(Dataset excerpts)
—————

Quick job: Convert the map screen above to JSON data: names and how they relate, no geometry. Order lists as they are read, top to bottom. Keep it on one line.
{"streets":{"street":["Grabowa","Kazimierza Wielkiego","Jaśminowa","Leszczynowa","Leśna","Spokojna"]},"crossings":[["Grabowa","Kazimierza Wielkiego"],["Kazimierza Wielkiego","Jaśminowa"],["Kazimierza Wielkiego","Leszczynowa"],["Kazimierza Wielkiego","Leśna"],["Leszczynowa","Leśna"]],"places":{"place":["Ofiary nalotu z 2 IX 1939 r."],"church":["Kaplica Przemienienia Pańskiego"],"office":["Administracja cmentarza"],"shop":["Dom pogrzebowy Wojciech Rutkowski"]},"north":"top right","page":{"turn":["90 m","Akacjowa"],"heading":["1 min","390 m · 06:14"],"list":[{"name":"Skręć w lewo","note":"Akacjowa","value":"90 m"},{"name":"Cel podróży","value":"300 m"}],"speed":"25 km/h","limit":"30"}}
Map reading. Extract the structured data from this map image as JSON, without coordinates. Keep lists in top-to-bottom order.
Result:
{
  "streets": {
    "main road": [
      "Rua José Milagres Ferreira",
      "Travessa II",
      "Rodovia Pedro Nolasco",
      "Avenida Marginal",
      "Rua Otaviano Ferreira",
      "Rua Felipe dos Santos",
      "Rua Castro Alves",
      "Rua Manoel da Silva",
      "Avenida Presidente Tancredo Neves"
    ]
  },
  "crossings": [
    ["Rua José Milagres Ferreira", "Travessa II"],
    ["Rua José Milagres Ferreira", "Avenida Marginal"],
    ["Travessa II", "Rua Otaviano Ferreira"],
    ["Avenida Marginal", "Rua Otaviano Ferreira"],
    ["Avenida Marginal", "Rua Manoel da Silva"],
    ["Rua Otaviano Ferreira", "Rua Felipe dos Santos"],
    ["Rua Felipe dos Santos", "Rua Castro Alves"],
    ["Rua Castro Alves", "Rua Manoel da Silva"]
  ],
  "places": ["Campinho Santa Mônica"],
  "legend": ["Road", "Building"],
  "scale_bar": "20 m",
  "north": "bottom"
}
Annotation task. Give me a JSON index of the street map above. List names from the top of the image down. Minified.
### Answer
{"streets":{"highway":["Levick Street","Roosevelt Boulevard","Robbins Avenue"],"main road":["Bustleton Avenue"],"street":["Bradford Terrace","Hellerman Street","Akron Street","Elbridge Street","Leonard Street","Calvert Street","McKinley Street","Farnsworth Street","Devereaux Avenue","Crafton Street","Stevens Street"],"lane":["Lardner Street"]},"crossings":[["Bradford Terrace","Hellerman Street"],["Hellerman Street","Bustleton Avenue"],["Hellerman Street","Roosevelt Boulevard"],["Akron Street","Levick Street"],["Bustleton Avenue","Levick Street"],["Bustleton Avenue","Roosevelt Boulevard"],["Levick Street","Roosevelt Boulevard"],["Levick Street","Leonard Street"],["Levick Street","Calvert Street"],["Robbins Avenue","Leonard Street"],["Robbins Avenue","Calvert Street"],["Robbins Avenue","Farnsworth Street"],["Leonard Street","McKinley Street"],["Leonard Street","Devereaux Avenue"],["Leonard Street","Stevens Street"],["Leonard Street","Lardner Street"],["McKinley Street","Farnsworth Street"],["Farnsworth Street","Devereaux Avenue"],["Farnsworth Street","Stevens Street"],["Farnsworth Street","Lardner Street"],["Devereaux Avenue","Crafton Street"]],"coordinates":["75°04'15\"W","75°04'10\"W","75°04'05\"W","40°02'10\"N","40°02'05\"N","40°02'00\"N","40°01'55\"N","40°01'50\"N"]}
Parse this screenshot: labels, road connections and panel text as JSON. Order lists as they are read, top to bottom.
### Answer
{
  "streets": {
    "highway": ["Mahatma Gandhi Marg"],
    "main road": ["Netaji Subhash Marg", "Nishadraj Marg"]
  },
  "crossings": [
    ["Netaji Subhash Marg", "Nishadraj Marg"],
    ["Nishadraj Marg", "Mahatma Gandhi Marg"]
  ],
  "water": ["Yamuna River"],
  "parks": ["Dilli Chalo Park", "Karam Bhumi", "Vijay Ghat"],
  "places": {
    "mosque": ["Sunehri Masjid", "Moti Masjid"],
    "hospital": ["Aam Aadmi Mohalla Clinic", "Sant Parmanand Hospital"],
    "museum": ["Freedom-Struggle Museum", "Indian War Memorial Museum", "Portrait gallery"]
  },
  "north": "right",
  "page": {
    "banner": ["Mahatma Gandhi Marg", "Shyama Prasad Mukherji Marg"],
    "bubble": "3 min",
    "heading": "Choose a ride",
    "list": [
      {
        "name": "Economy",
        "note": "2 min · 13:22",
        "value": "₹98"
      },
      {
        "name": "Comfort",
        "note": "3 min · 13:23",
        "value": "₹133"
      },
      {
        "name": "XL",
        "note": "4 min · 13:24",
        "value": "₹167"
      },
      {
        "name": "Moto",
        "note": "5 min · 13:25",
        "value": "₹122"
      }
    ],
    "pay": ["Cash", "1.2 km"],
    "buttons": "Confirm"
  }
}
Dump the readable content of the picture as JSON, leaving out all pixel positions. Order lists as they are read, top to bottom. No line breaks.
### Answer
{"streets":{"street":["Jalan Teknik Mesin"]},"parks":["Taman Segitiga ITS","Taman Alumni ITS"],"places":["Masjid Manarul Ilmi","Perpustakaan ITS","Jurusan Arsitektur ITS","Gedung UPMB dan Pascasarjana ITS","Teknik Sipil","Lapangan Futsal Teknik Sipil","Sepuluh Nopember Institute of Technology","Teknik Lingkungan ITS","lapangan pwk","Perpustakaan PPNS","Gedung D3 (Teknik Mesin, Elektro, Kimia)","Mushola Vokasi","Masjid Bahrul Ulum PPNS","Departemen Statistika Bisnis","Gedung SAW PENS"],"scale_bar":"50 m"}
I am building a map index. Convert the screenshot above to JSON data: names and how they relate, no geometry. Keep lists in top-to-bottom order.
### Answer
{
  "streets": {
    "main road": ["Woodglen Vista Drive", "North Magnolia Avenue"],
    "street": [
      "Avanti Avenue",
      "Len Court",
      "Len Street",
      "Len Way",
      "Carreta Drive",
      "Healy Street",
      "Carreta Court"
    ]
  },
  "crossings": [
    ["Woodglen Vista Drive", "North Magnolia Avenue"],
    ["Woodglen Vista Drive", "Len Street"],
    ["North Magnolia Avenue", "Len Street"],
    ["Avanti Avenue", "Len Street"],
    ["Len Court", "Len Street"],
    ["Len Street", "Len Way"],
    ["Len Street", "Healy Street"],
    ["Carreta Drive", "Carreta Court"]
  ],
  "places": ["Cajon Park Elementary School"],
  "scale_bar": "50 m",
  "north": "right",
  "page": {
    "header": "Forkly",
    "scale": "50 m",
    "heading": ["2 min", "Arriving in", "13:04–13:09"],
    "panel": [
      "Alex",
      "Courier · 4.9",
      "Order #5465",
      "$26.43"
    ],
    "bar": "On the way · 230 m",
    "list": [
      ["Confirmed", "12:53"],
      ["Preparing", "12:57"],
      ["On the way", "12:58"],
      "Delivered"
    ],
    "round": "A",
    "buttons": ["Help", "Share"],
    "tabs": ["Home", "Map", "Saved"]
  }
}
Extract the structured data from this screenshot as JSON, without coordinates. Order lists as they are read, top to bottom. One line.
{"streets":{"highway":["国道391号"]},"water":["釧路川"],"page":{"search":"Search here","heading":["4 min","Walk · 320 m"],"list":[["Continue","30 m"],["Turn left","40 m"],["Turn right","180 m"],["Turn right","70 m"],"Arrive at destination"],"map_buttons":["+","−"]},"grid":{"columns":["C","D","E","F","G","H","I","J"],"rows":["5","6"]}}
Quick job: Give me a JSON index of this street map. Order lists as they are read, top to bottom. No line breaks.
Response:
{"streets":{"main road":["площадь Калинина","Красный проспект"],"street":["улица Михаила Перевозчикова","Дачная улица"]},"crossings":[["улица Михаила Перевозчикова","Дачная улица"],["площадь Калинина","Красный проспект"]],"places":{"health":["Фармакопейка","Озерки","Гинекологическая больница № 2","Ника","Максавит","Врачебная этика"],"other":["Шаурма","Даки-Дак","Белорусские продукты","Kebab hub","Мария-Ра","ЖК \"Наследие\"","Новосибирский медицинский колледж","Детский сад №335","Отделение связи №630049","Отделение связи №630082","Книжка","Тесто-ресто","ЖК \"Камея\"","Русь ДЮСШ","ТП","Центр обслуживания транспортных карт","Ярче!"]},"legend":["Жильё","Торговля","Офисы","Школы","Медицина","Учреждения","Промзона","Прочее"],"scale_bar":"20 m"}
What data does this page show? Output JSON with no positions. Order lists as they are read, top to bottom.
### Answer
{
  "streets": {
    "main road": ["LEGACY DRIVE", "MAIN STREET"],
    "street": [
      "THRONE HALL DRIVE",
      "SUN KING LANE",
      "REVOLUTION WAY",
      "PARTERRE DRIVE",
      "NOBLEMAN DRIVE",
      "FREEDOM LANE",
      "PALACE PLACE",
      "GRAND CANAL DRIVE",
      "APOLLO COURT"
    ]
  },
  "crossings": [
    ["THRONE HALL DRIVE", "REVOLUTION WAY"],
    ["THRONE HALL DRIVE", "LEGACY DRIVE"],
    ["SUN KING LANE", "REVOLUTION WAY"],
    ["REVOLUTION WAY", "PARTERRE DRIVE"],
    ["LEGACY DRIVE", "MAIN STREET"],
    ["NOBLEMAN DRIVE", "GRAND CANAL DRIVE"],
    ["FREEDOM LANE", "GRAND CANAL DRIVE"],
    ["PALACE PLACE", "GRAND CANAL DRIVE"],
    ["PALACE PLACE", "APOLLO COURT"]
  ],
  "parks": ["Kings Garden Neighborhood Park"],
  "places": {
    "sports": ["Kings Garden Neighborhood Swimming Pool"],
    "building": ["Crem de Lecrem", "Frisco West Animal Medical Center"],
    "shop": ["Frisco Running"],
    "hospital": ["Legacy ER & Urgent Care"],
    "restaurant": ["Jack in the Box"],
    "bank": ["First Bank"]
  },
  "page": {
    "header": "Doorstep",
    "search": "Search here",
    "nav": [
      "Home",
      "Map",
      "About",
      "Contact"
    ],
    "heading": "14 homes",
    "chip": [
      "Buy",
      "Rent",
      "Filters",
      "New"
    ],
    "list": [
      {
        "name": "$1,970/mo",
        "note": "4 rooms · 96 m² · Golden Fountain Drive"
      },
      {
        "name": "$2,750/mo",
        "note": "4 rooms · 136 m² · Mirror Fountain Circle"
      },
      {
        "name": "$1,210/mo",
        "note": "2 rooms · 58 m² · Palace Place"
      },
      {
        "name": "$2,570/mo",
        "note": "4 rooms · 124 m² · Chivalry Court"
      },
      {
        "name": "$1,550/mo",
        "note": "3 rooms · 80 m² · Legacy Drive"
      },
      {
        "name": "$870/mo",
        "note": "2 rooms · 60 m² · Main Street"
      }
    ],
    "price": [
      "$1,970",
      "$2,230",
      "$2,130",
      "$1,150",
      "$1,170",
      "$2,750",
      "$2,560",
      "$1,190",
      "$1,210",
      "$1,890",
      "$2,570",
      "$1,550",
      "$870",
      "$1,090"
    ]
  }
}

—————

Exercise instructions: Give back exactly the lines above, from the line containing "Quick job: Give" through the line containing "What data does", with both end lines and nothing more.

Solution for this problem:
Quick job: Give me a JSON index of this street map. Order lists as they are read, top to bottom. No line breaks.
Response:
{"streets":{"main road":["площадь Калинина","Красный проспект"],"street":["улица Михаила Перевозчикова","Дачная улица"]},"crossings":[["улица Михаила Перевозчикова","Дачная улица"],["площадь Калинина","Красный проспект"]],"places":{"health":["Фармакопейка","Озерки","Гинекологическая больница № 2","Ника","Максавит","Врачебная этика"],"other":["Шаурма","Даки-Дак","Белорусские продукты","Kebab hub","Мария-Ра","ЖК \"Наследие\"","Новосибирский медицинский колледж","Детский сад №335","Отделение связи №630049","Отделение связи №630082","Книжка","Тесто-ресто","ЖК \"Камея\"","Русь ДЮСШ","ТП","Центр обслуживания транспортных карт","Ярче!"]},"legend":["Жильё","Торговля","Офисы","Школы","Медицина","Учреждения","Промзона","Прочее"],"scale_bar":"20 m"}
What data does this page show? Output JSON with no positions. Order lists as they are read, top to bottom.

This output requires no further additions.